Claire McEachern, Believing in Shakespeare: Studies in Longing (Cambridge: Cambridge University Press, 2018), pp. 324.


How do we believe in what we see on stage? Is our engagement with person, plot and place shaped by broader structures of thought within a given culture? In the case of Shakespeare’s theatre, do the contours of Reformist thought play a part in how the playwright constructs his plays? For Claire McEachern, the answer to this last question is ‘yes’, although she is less interested in ‘what Reformation persons believed in than in how they believed in it’ (6). In this respect, McEachern follows in the footsteps of Debora Shuger who, nearly thirty years ago, coined the term ‘habits of thought’ to refer to the plural categories of interpretation that so mark religious debate in this period. In the intervening years, scholarship has broadened our frames of reference to consider – amongst other things – the intersections between religion and classical thought, colonialism, natural law, the passions, rhetoric and gender in literary culture. While the truism that religion informs nearly all aspects of human activity in this period may occasionally run the risk of banality, the richness of ongoing work in this field shows just how fertile this ground is. McEachern’s is undoubtedly a fertile book. While not everyone will agree with its premises or methods, it is a compelling and provocative account of why paying close attention to habits of thought can yield significant insights into how the early modern theatre compels belief.
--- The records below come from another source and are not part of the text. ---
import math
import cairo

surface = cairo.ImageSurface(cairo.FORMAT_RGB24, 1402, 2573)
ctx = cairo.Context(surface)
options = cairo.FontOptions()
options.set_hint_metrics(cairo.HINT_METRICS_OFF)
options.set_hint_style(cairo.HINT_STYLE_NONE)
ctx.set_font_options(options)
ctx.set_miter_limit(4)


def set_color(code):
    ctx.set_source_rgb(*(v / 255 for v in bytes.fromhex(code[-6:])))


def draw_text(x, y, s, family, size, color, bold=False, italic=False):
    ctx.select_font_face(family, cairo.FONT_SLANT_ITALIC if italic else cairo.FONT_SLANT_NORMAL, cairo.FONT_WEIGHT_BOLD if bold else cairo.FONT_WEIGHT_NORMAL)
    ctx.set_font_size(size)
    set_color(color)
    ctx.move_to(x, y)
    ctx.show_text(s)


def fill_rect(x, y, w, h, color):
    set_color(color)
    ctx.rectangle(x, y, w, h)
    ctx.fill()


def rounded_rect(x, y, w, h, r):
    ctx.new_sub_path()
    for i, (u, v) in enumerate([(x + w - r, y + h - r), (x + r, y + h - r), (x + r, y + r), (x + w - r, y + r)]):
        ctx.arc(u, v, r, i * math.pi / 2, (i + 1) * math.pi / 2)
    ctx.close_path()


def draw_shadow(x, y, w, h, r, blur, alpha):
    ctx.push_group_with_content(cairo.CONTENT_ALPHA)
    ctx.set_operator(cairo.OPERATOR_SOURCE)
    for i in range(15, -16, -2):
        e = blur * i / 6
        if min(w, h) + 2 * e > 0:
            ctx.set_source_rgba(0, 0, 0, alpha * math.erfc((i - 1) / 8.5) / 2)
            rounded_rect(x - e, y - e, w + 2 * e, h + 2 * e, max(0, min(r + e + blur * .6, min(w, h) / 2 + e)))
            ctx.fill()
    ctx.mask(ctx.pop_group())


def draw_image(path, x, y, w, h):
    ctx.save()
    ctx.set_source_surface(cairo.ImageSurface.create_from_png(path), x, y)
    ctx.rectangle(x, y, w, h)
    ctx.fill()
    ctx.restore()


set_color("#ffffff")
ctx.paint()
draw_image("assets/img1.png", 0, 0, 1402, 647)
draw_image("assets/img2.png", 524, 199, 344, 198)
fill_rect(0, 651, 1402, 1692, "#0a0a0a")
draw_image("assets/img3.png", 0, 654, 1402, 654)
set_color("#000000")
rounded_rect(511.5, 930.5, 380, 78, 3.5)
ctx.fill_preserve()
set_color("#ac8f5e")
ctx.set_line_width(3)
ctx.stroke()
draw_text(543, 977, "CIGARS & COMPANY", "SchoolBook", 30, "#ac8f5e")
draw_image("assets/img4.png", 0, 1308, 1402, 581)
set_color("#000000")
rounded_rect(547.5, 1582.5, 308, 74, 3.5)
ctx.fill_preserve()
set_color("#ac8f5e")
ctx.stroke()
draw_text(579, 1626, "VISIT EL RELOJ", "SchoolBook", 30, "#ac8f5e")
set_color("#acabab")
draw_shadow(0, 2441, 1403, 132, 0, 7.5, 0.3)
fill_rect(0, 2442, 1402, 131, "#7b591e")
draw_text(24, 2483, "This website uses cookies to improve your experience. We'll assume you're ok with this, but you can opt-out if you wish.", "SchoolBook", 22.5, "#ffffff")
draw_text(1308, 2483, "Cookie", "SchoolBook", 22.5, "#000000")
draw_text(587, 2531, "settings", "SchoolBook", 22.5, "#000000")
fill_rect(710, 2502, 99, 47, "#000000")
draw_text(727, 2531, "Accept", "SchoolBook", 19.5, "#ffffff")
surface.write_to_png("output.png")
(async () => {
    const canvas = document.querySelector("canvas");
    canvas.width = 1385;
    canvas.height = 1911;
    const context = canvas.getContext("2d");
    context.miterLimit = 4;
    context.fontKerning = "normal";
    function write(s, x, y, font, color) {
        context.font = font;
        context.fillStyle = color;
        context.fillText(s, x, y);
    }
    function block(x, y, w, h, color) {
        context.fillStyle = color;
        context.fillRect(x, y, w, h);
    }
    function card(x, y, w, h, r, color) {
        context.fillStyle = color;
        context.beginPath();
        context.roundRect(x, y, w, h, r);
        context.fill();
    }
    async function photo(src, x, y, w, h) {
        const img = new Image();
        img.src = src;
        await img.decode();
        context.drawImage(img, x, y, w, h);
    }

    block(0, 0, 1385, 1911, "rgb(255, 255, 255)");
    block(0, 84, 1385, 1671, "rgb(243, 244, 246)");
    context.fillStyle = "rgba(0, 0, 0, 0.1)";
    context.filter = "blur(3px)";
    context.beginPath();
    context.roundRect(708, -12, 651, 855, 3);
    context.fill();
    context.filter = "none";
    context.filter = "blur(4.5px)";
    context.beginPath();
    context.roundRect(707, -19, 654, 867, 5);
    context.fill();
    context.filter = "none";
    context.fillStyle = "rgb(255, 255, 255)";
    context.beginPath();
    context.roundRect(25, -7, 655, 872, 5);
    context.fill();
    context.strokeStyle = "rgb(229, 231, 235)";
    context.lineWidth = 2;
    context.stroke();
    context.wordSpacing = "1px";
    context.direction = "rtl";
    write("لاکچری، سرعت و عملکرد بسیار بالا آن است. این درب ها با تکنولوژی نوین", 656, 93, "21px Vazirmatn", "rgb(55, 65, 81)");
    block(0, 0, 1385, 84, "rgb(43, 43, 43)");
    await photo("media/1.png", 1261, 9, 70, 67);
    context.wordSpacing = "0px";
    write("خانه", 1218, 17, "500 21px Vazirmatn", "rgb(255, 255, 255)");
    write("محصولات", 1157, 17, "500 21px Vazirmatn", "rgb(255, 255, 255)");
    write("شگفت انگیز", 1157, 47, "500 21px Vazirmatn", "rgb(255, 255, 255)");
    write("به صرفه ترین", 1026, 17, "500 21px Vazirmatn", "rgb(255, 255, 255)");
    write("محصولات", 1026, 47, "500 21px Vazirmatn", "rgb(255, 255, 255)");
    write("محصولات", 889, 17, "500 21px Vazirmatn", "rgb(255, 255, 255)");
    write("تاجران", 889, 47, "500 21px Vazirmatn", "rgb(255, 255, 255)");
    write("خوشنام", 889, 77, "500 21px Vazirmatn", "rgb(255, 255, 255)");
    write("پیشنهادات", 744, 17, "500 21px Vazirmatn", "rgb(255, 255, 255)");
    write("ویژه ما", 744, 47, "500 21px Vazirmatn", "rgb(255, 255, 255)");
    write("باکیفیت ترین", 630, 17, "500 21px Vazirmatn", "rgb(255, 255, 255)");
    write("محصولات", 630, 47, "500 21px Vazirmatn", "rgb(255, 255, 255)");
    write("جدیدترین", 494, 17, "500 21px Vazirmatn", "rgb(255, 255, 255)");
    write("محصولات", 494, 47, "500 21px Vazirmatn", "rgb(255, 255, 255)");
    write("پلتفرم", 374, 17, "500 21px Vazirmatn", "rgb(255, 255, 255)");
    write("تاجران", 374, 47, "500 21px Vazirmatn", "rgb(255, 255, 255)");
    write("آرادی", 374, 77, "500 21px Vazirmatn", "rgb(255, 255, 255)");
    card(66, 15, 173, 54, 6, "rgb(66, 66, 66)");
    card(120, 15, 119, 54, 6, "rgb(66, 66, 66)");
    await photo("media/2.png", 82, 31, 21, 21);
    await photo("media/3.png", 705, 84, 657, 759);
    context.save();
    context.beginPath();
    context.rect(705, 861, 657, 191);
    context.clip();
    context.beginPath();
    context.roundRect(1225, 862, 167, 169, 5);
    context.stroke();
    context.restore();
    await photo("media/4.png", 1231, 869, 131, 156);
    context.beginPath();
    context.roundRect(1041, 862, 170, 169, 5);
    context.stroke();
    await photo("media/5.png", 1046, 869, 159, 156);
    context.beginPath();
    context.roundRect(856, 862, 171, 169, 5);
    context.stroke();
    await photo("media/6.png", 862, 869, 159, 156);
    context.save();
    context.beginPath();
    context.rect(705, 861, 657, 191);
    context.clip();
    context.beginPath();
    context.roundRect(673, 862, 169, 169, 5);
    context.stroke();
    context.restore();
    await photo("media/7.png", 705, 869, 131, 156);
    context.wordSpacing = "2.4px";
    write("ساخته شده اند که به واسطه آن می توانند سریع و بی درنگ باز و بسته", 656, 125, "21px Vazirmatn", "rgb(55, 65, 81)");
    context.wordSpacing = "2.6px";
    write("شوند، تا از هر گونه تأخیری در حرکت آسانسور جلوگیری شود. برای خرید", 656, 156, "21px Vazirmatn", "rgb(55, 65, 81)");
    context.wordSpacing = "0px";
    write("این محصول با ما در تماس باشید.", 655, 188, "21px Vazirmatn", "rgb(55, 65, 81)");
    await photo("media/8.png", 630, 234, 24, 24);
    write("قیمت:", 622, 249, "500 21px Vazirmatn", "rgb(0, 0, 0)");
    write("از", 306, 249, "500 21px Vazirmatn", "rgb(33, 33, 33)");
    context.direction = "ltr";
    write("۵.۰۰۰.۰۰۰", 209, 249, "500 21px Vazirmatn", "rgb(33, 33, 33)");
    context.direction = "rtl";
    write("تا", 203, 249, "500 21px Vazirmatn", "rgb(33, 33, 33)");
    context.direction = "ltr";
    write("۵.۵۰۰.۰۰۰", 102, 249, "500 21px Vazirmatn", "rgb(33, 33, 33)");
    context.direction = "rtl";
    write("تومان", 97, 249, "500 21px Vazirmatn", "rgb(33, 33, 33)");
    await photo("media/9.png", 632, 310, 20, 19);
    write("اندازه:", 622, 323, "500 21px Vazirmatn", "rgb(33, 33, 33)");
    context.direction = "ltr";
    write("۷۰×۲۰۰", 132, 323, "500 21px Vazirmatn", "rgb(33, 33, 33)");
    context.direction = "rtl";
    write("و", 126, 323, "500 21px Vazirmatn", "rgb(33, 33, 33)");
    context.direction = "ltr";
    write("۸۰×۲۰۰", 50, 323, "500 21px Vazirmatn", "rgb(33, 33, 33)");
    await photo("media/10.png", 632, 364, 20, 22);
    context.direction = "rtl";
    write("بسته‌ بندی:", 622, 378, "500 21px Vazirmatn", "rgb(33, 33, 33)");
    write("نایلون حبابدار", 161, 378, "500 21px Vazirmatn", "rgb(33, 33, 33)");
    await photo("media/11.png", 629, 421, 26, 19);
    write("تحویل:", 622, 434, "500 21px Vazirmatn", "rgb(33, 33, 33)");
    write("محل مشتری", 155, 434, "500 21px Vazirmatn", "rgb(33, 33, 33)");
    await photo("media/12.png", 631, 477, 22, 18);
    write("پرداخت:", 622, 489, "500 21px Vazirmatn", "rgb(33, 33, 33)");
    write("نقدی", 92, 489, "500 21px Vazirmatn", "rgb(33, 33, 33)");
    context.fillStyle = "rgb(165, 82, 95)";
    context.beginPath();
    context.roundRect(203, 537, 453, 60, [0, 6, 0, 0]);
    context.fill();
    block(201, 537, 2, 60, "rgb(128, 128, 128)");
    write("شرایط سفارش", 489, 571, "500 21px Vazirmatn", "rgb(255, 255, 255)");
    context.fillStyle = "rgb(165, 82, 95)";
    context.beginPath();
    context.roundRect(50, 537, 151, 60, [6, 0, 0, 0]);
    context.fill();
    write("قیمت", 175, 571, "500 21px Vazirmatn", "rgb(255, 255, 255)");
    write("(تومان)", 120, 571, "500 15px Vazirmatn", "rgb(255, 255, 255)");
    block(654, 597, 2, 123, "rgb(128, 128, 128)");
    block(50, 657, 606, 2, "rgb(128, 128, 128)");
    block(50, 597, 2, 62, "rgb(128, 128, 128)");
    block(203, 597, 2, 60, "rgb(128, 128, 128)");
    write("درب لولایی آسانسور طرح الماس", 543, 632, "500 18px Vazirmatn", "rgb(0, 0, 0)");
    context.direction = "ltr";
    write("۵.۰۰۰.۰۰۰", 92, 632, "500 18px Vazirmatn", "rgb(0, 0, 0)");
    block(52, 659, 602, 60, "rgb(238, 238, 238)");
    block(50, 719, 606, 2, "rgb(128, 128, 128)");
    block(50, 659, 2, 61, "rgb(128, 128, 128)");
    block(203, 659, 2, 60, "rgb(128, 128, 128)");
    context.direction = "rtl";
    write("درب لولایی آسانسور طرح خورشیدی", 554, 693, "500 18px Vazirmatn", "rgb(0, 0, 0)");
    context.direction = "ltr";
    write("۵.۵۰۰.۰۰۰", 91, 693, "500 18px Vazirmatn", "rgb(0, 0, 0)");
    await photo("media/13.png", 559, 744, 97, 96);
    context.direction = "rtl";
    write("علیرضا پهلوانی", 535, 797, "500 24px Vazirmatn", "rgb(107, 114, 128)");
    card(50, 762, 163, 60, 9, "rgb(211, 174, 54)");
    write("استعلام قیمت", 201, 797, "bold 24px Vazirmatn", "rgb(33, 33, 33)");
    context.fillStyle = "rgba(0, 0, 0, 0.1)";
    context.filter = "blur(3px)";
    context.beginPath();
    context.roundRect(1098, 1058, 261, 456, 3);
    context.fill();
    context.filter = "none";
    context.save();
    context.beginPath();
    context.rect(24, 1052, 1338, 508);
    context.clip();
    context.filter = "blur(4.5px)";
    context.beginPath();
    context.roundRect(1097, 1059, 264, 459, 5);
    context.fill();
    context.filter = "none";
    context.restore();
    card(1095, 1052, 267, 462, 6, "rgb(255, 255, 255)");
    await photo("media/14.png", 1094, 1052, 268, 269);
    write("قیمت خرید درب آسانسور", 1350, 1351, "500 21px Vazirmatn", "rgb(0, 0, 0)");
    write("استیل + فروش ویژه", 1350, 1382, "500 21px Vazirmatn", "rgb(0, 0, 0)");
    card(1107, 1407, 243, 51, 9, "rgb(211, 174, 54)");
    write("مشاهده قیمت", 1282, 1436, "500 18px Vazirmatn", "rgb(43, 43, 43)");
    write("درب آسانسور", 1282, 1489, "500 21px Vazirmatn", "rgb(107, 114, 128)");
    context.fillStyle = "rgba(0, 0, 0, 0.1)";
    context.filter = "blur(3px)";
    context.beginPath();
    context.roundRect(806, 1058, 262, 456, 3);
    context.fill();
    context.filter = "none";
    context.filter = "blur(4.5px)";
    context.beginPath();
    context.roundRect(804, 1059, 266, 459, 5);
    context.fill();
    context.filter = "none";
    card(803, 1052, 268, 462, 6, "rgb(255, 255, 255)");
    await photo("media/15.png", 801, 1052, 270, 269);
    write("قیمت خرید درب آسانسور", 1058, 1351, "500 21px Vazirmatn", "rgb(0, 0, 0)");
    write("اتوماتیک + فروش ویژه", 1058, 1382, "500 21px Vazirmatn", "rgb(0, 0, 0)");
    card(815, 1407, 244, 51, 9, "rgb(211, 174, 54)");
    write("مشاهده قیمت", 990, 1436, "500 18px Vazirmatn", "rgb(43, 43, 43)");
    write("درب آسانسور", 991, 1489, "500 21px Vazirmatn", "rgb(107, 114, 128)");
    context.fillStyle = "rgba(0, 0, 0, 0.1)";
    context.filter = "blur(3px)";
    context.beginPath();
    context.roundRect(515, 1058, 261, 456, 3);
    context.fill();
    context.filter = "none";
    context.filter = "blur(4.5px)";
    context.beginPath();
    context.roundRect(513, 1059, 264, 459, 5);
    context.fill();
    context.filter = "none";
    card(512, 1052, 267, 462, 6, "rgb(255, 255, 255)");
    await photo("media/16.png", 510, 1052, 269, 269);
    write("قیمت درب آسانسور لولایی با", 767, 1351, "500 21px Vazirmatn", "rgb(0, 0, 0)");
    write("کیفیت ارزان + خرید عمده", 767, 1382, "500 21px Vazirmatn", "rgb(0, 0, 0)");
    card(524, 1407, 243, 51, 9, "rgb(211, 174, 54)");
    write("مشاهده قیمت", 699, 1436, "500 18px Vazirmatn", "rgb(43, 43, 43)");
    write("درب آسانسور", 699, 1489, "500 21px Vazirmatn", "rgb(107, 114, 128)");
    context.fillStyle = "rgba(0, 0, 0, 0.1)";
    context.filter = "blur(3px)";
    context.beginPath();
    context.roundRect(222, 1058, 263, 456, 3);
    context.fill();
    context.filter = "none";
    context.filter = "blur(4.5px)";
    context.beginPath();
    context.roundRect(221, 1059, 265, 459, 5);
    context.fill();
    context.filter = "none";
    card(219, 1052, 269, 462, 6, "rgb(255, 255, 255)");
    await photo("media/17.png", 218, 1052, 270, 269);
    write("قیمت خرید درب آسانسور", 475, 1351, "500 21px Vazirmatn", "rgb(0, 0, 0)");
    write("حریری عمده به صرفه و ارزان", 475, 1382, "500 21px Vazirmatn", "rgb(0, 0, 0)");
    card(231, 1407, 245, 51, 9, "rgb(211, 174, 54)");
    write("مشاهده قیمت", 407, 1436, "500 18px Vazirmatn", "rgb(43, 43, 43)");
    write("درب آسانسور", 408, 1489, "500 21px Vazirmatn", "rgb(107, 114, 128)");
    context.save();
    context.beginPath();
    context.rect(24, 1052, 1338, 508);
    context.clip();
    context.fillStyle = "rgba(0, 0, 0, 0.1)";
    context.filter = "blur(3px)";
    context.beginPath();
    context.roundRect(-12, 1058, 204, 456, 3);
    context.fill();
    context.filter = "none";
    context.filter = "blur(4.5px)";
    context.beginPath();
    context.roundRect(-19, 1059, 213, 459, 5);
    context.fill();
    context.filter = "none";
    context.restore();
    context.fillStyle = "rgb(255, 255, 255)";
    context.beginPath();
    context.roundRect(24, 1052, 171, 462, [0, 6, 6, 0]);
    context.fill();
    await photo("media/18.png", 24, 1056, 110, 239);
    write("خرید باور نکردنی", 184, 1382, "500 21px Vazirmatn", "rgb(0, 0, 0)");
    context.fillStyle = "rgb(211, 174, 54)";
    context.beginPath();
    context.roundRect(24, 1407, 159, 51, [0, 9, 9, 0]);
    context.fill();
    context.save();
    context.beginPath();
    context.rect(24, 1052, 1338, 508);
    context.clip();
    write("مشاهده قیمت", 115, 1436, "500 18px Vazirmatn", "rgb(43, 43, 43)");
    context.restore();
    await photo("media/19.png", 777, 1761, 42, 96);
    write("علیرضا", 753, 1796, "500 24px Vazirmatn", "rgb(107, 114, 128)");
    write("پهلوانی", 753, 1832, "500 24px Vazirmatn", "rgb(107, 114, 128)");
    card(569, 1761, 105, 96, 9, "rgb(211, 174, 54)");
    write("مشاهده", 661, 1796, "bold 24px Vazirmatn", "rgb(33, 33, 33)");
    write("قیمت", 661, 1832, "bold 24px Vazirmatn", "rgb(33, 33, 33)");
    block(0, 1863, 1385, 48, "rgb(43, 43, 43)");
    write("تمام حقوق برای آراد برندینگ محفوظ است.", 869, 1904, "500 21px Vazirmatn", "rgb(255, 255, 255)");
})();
Starting, then, with the premises: although in part one of the book she offers a fair and comprehensive conspectus of the ‘turn to religion’ in early modern scholarship, McEachern has little truck with the claim that Shakespeare’s theatrical practice is infused with Roman Catholic theology. She finds instead that the playwright’s methods for structuring his drama are informed by Calvinist soteriology. This concept refers to the decree of election and, in particular, to ‘the powerful notion that individual human salvation is known to God and must be conjectured about by human beings’ (7). Despite a vigorous pastoral debate about assurance and its concomitant signs in the period (the matter of chapter 2), within Protestantism true knowledge of one’s elect status can only be known after death when the individual comes face to face with their maker. While a number of critics (myself included) have made similar arguments about how soteriology shapes dramatic form, the originality of McEachern’s intervention lies in her ability to connect this soteriological principle to different aspects of Shakespearean dramaturgy. In Shakespeare’s plays, argues McEachern, true knowledge is invariably incomplete, conditional and partial. The precondition of belief is doubt: these terms are not antonyms. This principle is in keeping with the tenets of experiential Calvinism. While this system may not have offered believers unconditional assurance of election, the emphasis that it placed on affective self-examination is central to McEachern’s effort to recapture predestination in both its terror and its appeal for early modern people. Her argument that ‘it is the unavowedly, unabashedly interested conjecture from affective experience to celestial futures, an evidence-based practice distinct from faith, on the one hand, and confirmed knowledge, on the other’ (55) goes to the heart of her redefinition of belief in this book. Belief, for McEachern, ‘occupies the ground between faith and knowledge, toggling between them in pursuit of a hypothesis, until the moment of confirmation arrives that will convert the former into the latter’ (55). So when we encounter characters, situations or locations in Shakespeare’s plays, they produce in us a desire to recognise, to be assured, to know, that is never quite fulfilled. This ‘narrative structure informed by a tension between anticipation and delay’ (76) lies at the heart of Shakespeare’s dramatic practice.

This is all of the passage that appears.